On Saturday at 11am they said it would likely be Sunday, but my midday she was gone. I arrived 5 mins too late but another friend and her daughter were thankfully with her and said it was very peaceful. I stayed with her for a few hours. It was so very sad, 10wks since diagnosis. Sending so much love, it’s such a hard time.

JillAndJenTheFlowerpotMen · 21/03/2025 06:08

Flowers OP - your brother will know he is loved. That is so important.

Brenna24 · 21/03/2025 06:11

I am so sorry that you are all facing this. He sounds like an amazing person and is well loved by a wonderful family. Right now he will know this and be feeling your love. Hugs to you all.

Fraaances · 21/03/2025 06:14

Just popping in to advise that the agitation your brother was exhibiting earlier does not necessarily indicate that he was in pain, afraid or uncomfortable. It's a very common part of the dying process. It sounds like he's got the people he loves with him and you're doing everything in the most humane way possible so he can go peacefully and comfortably. You're right. Cancer is the worst.

StartupRepair · 21/03/2025 06:30

I am so sorry. I am sure he can feel the love in the room. Just be very gentle with yourself, there is no right or wrong. He may pass when you are not around and that will be ok.

FloofyKat · 21/03/2025 10:56

Been thinking of you this morning, OP. Sending love and strength to help you through the coming hours and days.

CloseYourMouthLynn · 21/03/2025 11:08

Sorry that you're in this position. My brother died of cancer nearly three years ago and we were all with him at the end.
Be really kind to yourselves. Sit and hold his hand, hold each others hands, you will bring comfort to each other. The end is very hard and there is nothing you can do but get through it. The early days are really really hard, but it does get easier as time goes. It would have been my brother's 44th birthday yesterday, and although I am still so sad he's not here, I can think of him and smile.
Wishing you all the best, you'll be in my thoughts. X

rainbowlou · 21/03/2025 12:27

FloofyKat · 21/03/2025 10:56

Been thinking of you this morning, OP. Sending love and strength to help you through the coming hours and days.

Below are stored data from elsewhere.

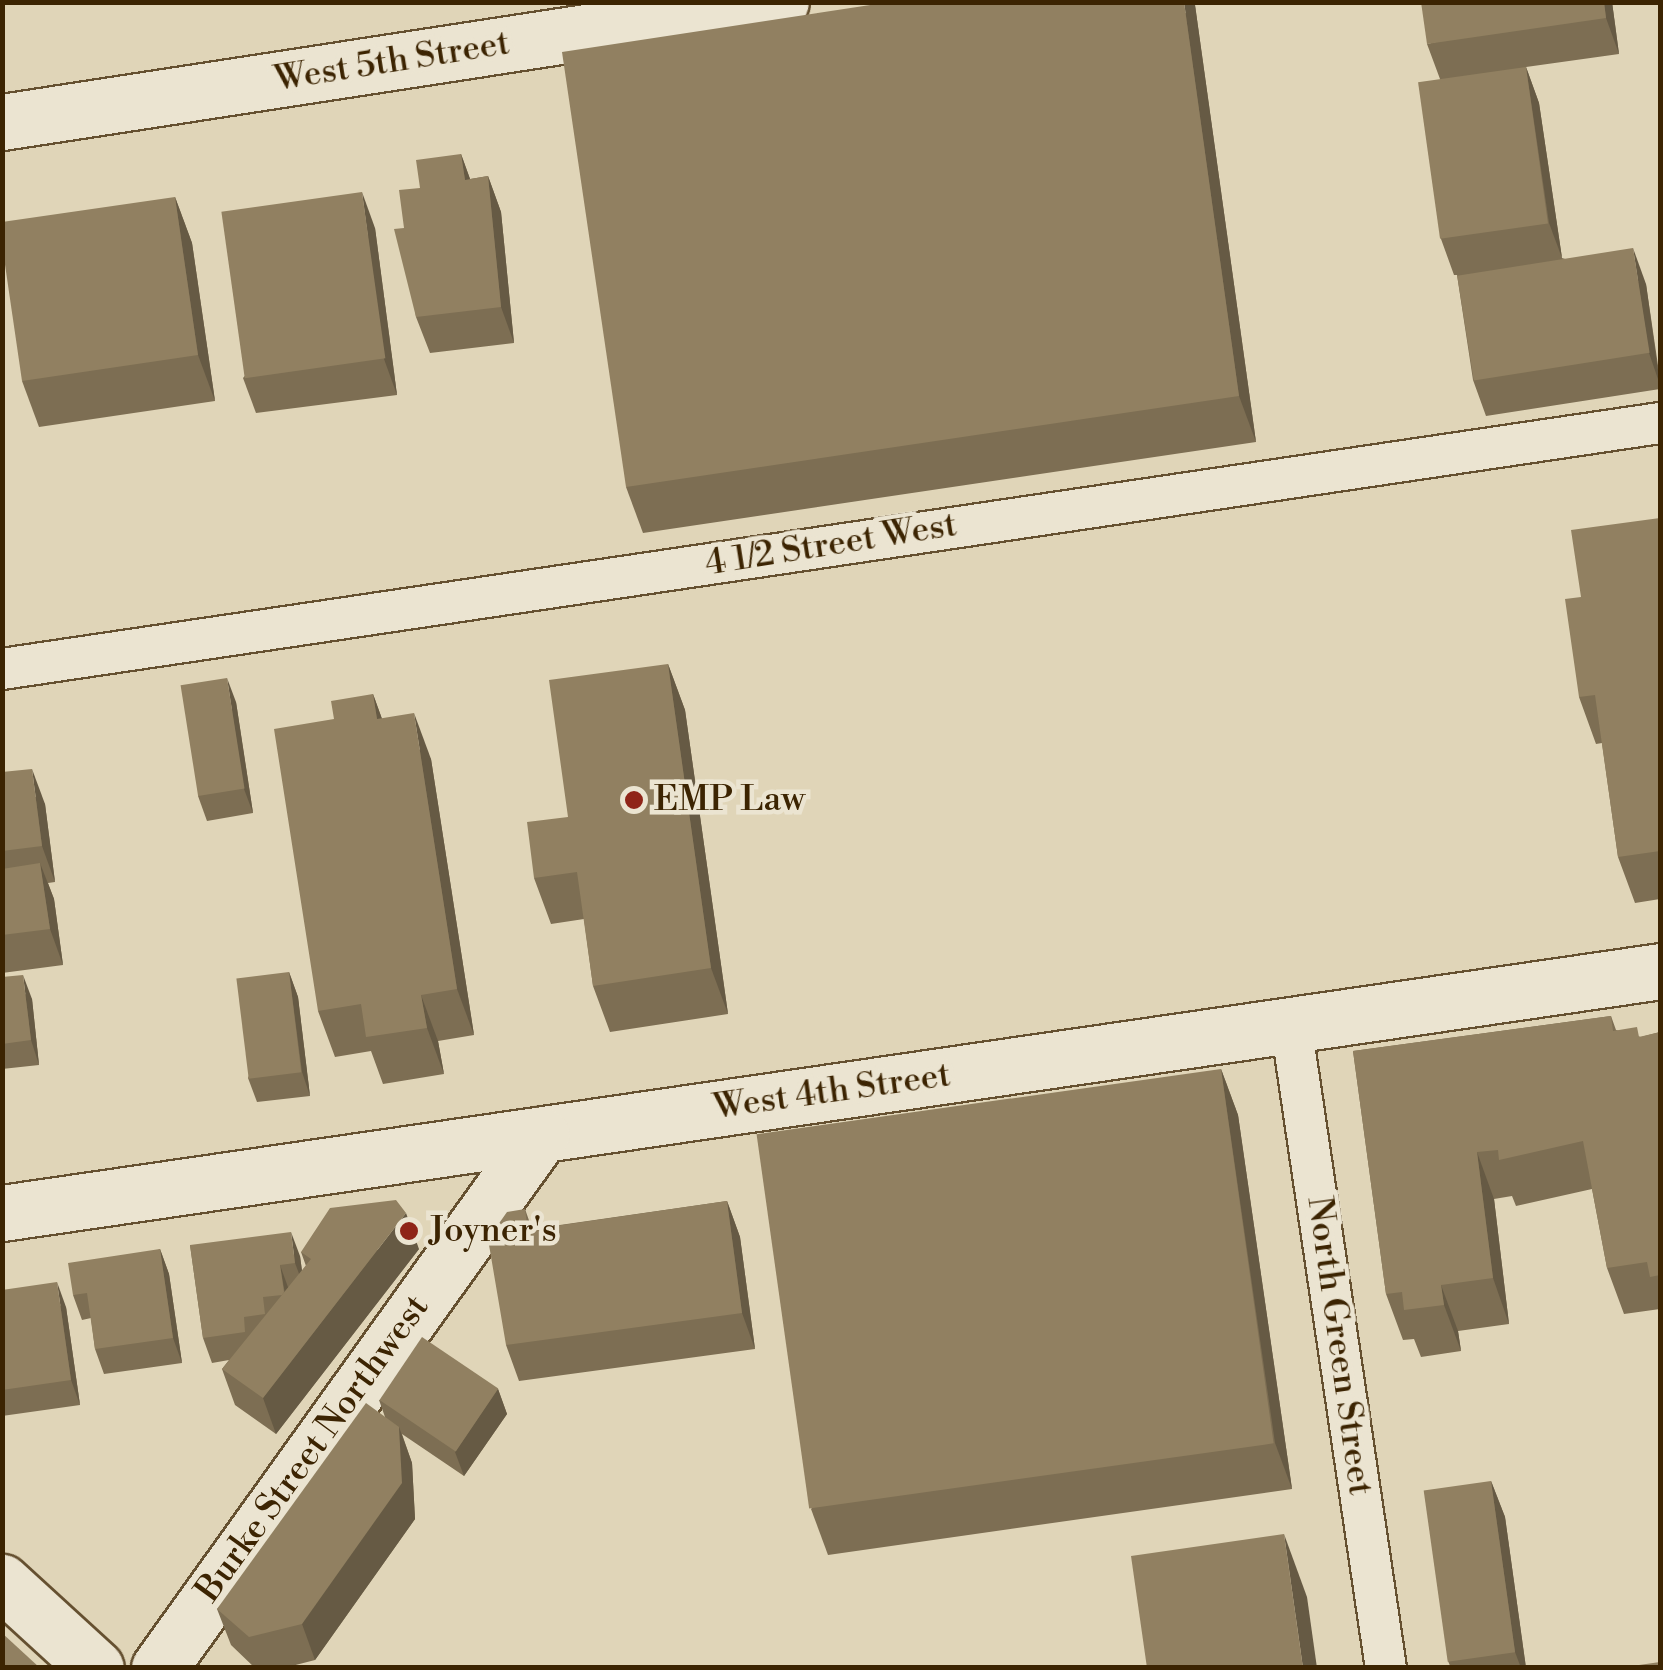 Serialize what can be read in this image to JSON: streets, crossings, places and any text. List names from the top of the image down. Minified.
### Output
{"streets":{"street":["West 5th Street","4 1/2 Street West","West 4th Street","North Green Street","Burke Street Northwest"]},"crossings":[["West 4th Street","North Green Street"],["West 4th Street","Burke Street Northwest"]],"places":["EMP Law","Joyner's"]} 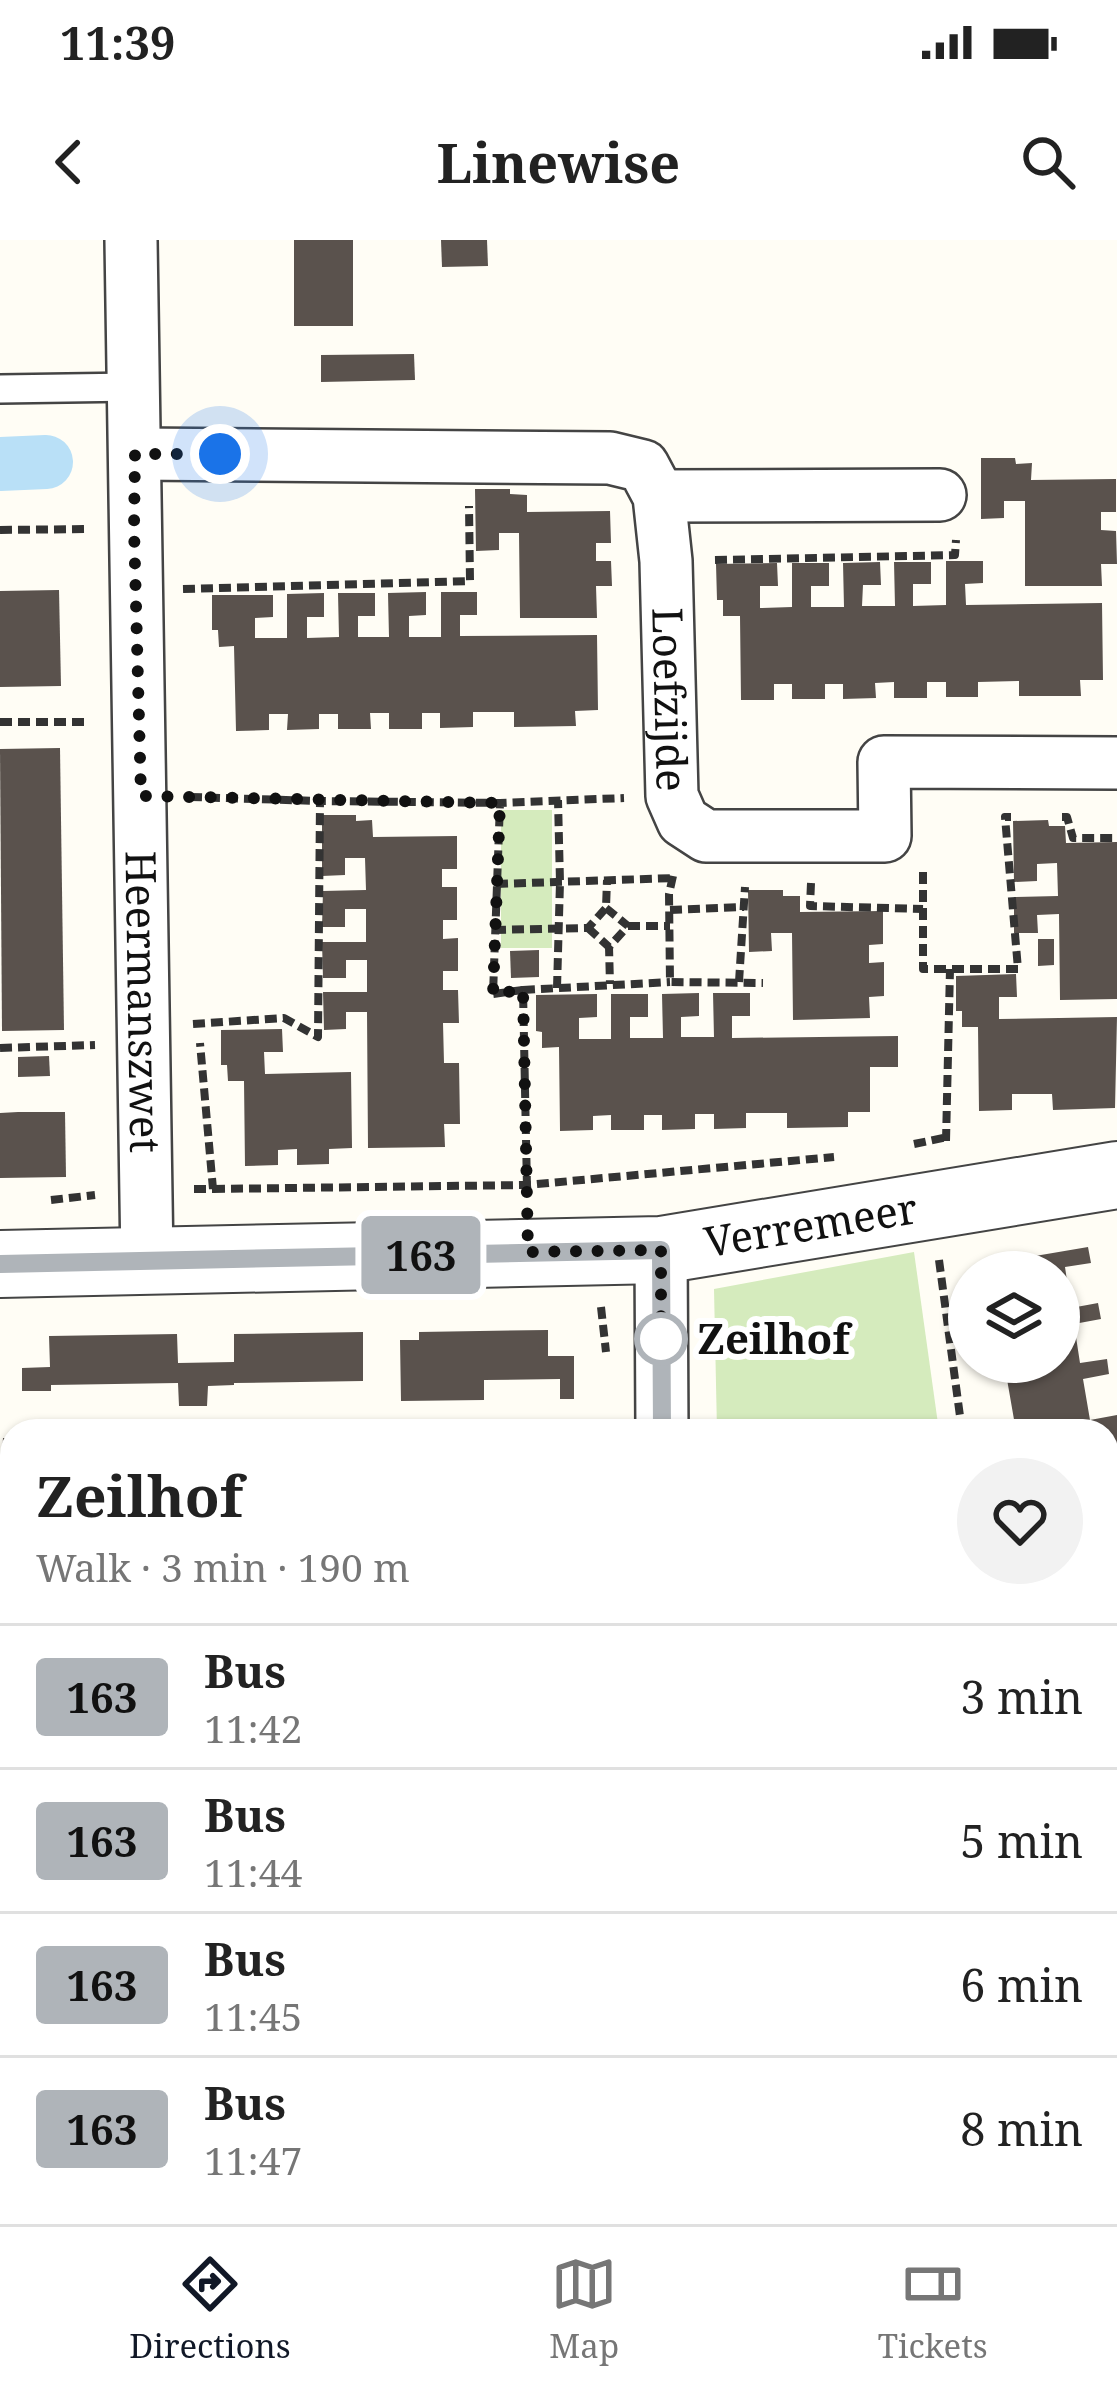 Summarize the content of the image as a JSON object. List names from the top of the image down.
{
  "streets": {
    "street": ["Loefzijde", "Heermanszwet", "Verremeer"]
  },
  "crossings": [
    ["Heermanszwet", "Verremeer"]
  ],
  "places": ["Zeilhof"],
  "lines": ["bus line 163"],
  "page": {
    "status": "11:39",
    "header": "Linewise",
    "on_map": "163",
    "heading": ["Zeilhof", "Walk · 3 min · 190 m"],
    "list": [
      {
        "mark": "163",
        "name": "Bus",
        "note": "11:42",
        "value": "3 min"
      },
      {
        "mark": "163",
        "name": "Bus",
        "note": "11:44",
        "value": "5 min"
      },
      {
        "mark": "163",
        "name": "Bus",
        "note": "11:45",
        "value": "6 min"
      },
      {
        "mark": "163",
        "name": "Bus",
        "note": "11:47",
        "value": "8 min"
      }
    ],
    "tabs": ["Directions", "Map", "Tickets"]
  }
}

Thank you, he is still here.

But I wish he would allow himself to go, he is changing in front of our eyes and it seems cruel that he is still having to breathe.

I had some time on my own with him and told him it was ok for him to go.

OP posts:
Honeypickle · 21/03/2025 12:31

I’m so sorry, how heartbreaking. Sending you and your family much strength and love.

LoudPlumDog · 21/03/2025 12:44

I know what you are feeling.

My 21 year old daughter dropped dead suddenly last November. Every day is sad and a huge struggle.

im so sorry you are going through this. It’s a cruel world we live in.

KidsDoBetter · 21/03/2025 12:46

Sending love to you @rainbowlou. Such utter & awful pain to say goodbye to your brother at such a young age.